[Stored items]
□ □ □
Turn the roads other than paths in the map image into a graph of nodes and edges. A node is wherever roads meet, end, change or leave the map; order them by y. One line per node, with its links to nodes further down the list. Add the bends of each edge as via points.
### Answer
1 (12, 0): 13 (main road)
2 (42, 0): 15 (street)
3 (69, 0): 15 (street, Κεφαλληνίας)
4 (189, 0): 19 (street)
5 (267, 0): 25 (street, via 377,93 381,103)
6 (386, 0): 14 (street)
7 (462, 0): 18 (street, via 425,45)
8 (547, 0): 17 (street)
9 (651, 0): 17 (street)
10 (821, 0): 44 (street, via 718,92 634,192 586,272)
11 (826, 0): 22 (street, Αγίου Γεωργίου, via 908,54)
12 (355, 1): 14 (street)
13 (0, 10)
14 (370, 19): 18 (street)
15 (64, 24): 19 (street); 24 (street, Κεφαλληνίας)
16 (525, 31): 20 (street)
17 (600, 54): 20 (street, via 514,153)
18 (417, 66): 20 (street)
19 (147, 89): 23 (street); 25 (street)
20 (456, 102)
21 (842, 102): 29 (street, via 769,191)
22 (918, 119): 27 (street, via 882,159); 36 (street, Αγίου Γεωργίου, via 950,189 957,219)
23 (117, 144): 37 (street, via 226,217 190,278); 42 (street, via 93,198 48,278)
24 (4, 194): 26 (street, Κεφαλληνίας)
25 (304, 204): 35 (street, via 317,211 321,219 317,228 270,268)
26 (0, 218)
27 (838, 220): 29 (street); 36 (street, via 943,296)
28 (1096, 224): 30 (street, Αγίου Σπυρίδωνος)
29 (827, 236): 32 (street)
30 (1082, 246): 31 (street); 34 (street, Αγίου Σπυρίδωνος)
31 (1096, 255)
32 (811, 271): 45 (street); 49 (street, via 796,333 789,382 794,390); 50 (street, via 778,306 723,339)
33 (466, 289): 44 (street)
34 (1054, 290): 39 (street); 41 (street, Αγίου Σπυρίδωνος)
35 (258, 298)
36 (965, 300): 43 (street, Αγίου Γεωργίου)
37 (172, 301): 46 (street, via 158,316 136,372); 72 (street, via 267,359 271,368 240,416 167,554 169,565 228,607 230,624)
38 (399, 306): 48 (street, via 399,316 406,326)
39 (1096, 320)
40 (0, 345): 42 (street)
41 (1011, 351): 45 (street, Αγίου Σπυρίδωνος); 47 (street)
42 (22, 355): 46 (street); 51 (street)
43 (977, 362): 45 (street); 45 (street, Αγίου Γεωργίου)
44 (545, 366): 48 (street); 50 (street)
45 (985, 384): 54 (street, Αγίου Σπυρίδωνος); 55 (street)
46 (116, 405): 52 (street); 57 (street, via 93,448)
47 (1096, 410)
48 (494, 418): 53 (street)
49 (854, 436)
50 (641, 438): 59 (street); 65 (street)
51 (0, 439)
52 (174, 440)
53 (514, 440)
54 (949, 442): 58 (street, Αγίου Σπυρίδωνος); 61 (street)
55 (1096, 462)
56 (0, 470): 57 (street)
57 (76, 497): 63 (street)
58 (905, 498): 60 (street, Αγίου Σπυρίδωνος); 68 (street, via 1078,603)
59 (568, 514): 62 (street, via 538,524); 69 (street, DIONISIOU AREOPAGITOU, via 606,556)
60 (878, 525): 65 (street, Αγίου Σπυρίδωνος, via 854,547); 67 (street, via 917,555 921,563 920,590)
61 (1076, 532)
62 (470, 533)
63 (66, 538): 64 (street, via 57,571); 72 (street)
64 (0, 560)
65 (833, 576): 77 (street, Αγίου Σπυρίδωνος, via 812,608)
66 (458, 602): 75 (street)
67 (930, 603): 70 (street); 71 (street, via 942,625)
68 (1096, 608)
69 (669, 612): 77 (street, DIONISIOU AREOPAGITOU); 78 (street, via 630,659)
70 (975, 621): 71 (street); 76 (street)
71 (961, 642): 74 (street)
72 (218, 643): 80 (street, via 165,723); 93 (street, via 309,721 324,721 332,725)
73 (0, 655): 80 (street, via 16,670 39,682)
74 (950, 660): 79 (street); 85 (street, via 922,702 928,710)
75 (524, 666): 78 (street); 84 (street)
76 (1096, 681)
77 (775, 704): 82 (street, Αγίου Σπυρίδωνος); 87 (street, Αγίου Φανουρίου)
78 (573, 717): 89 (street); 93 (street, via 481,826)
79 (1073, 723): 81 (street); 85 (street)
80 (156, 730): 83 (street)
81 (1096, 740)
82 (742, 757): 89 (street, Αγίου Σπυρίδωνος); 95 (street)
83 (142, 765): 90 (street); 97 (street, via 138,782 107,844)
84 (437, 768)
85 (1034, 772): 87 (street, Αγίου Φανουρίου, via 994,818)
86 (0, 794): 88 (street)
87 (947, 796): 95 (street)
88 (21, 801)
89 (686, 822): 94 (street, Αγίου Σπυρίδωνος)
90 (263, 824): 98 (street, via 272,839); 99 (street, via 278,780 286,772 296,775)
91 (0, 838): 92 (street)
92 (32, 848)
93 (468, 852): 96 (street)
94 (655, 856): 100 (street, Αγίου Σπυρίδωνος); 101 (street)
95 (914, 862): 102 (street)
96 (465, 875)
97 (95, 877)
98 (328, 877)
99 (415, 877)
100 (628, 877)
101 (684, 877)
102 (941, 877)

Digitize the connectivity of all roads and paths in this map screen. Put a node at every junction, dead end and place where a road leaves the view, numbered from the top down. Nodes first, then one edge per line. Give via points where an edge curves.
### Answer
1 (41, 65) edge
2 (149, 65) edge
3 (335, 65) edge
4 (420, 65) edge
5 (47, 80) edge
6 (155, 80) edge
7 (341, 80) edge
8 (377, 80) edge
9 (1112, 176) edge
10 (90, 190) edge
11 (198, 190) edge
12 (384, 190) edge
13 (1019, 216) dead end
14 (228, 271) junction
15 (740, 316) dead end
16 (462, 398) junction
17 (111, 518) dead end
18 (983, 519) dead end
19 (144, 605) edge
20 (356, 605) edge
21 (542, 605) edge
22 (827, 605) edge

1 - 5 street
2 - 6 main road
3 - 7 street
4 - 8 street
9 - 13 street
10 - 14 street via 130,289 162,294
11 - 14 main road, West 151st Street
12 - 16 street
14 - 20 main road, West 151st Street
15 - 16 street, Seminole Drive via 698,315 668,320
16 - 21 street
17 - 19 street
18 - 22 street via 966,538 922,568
□ □ □
◆ What to do ◆
All of the entries above must be output word for word.

◆ Finished exercise ◆
Turn the roads other than paths in the map image into a graph of nodes and edges. A node is wherever roads meet, end, change or leave the map; order them by y. One line per node, with its links to nodes further down the list. Add the bends of each edge as via points.
### Answer
1 (12, 0): 13 (main road)
2 (42, 0): 15 (street)
3 (69, 0): 15 (street, Κεφαλληνίας)
4 (189, 0): 19 (street)
5 (267, 0): 25 (street, via 377,93 381,103)
6 (386, 0): 14 (street)
7 (462, 0): 18 (street, via 425,45)
8 (547, 0): 17 (street)
9 (651, 0): 17 (street)
10 (821, 0): 44 (street, via 718,92 634,192 586,272)
11 (826, 0): 22 (street, Αγίου Γεωργίου, via 908,54)
12 (355, 1): 14 (street)
13 (0, 10)
14 (370, 19): 18 (street)
15 (64, 24): 19 (street); 24 (street, Κεφαλληνίας)
16 (525, 31): 20 (street)
17 (600, 54): 20 (street, via 514,153)
18 (417, 66): 20 (street)
19 (147, 89): 23 (street); 25 (street)
20 (456, 102)
21 (842, 102): 29 (street, via 769,191)
22 (918, 119): 27 (street, via 882,159); 36 (street, Αγίου Γεωργίου, via 950,189 957,219)
23 (117, 144): 37 (street, via 226,217 190,278); 42 (street, via 93,198 48,278)
24 (4, 194): 26 (street, Κεφαλληνίας)
25 (304, 204): 35 (street, via 317,211 321,219 317,228 270,268)
26 (0, 218)
27 (838, 220): 29 (street); 36 (street, via 943,296)
28 (1096, 224): 30 (street, Αγίου Σπυρίδωνος)
29 (827, 236): 32 (street)
30 (1082, 246): 31 (street); 34 (street, Αγίου Σπυρίδωνος)
31 (1096, 255)
32 (811, 271): 45 (street); 49 (street, via 796,333 789,382 794,390); 50 (street, via 778,306 723,339)
33 (466, 289): 44 (street)
34 (1054, 290): 39 (street); 41 (street, Αγίου Σπυρίδωνος)
35 (258, 298)
36 (965, 300): 43 (street, Αγίου Γεωργίου)
37 (172, 301): 46 (street, via 158,316 136,372); 72 (street, via 267,359 271,368 240,416 167,554 169,565 228,607 230,624)
38 (399, 306): 48 (street, via 399,316 406,326)
39 (1096, 320)
40 (0, 345): 42 (street)
41 (1011, 351): 45 (street, Αγίου Σπυρίδωνος); 47 (street)
42 (22, 355): 46 (street); 51 (street)
43 (977, 362): 45 (street); 45 (street, Αγίου Γεωργίου)
44 (545, 366): 48 (street); 50 (street)
45 (985, 384): 54 (street, Αγίου Σπυρίδωνος); 55 (street)
46 (116, 405): 52 (street); 57 (street, via 93,448)
47 (1096, 410)
48 (494, 418): 53 (street)
49 (854, 436)
50 (641, 438): 59 (street); 65 (street)
51 (0, 439)
52 (174, 440)
53 (514, 440)
54 (949, 442): 58 (street, Αγίου Σπυρίδωνος); 61 (street)
55 (1096, 462)
56 (0, 470): 57 (street)
57 (76, 497): 63 (street)
58 (905, 498): 60 (street, Αγίου Σπυρίδωνος); 68 (street, via 1078,603)
59 (568, 514): 62 (street, via 538,524); 69 (street, DIONISIOU AREOPAGITOU, via 606,556)
60 (878, 525): 65 (street, Αγίου Σπυρίδωνος, via 854,547); 67 (street, via 917,555 921,563 920,590)
61 (1076, 532)
62 (470, 533)
63 (66, 538): 64 (street, via 57,571); 72 (street)
64 (0, 560)
65 (833, 576): 77 (street, Αγίου Σπυρίδωνος, via 812,608)
66 (458, 602): 75 (street)
67 (930, 603): 70 (street); 71 (street, via 942,625)
68 (1096, 608)
69 (669, 612): 77 (street, DIONISIOU AREOPAGITOU); 78 (street, via 630,659)
70 (975, 621): 71 (street); 76 (street)
71 (961, 642): 74 (street)
72 (218, 643): 80 (street, via 165,723); 93 (street, via 309,721 324,721 332,725)
73 (0, 655): 80 (street, via 16,670 39,682)
74 (950, 660): 79 (street); 85 (street, via 922,702 928,710)
75 (524, 666): 78 (street); 84 (street)
76 (1096, 681)
77 (775, 704): 82 (street, Αγίου Σπυρίδωνος); 87 (street, Αγίου Φανουρίου)
78 (573, 717): 89 (street); 93 (street, via 481,826)
79 (1073, 723): 81 (street); 85 (street)
80 (156, 730): 83 (street)
81 (1096, 740)
82 (742, 757): 89 (street, Αγίου Σπυρίδωνος); 95 (street)
83 (142, 765): 90 (street); 97 (street, via 138,782 107,844)
84 (437, 768)
85 (1034, 772): 87 (street, Αγίου Φανουρίου, via 994,818)
86 (0, 794): 88 (street)
87 (947, 796): 95 (street)
88 (21, 801)
89 (686, 822): 94 (street, Αγίου Σπυρίδωνος)
90 (263, 824): 98 (street, via 272,839); 99 (street, via 278,780 286,772 296,775)
91 (0, 838): 92 (street)
92 (32, 848)
93 (468, 852): 96 (street)
94 (655, 856): 100 (street, Αγίου Σπυρίδωνος); 101 (street)
95 (914, 862): 102 (street)
96 (465, 875)
97 (95, 877)
98 (328, 877)
99 (415, 877)
100 (628, 877)
101 (684, 877)
102 (941, 877)

Digitize the connectivity of all roads and paths in this map screen. Put a node at every junction, dead end and place where a road leaves the view, numbered from the top down. Nodes first, then one edge per line. Give via points where an edge curves.
### Answer
1 (41, 65) edge
2 (149, 65) edge
3 (335, 65) edge
4 (420, 65) edge
5 (47, 80) edge
6 (155, 80) edge
7 (341, 80) edge
8 (377, 80) edge
9 (1112, 176) edge
10 (90, 190) edge
11 (198, 190) edge
12 (384, 190) edge
13 (1019, 216) dead end
14 (228, 271) junction
15 (740, 316) dead end
16 (462, 398) junction
17 (111, 518) dead end
18 (983, 519) dead end
19 (144, 605) edge
20 (356, 605) edge
21 (542, 605) edge
22 (827, 605) edge

1 - 5 street
2 - 6 main road
3 - 7 street
4 - 8 street
9 - 13 street
10 - 14 street via 130,289 162,294
11 - 14 main road, West 151st Street
12 - 16 street
14 - 20 main road, West 151st Street
15 - 16 street, Seminole Drive via 698,315 668,320
16 - 21 street
17 - 19 street
18 - 22 street via 966,538 922,568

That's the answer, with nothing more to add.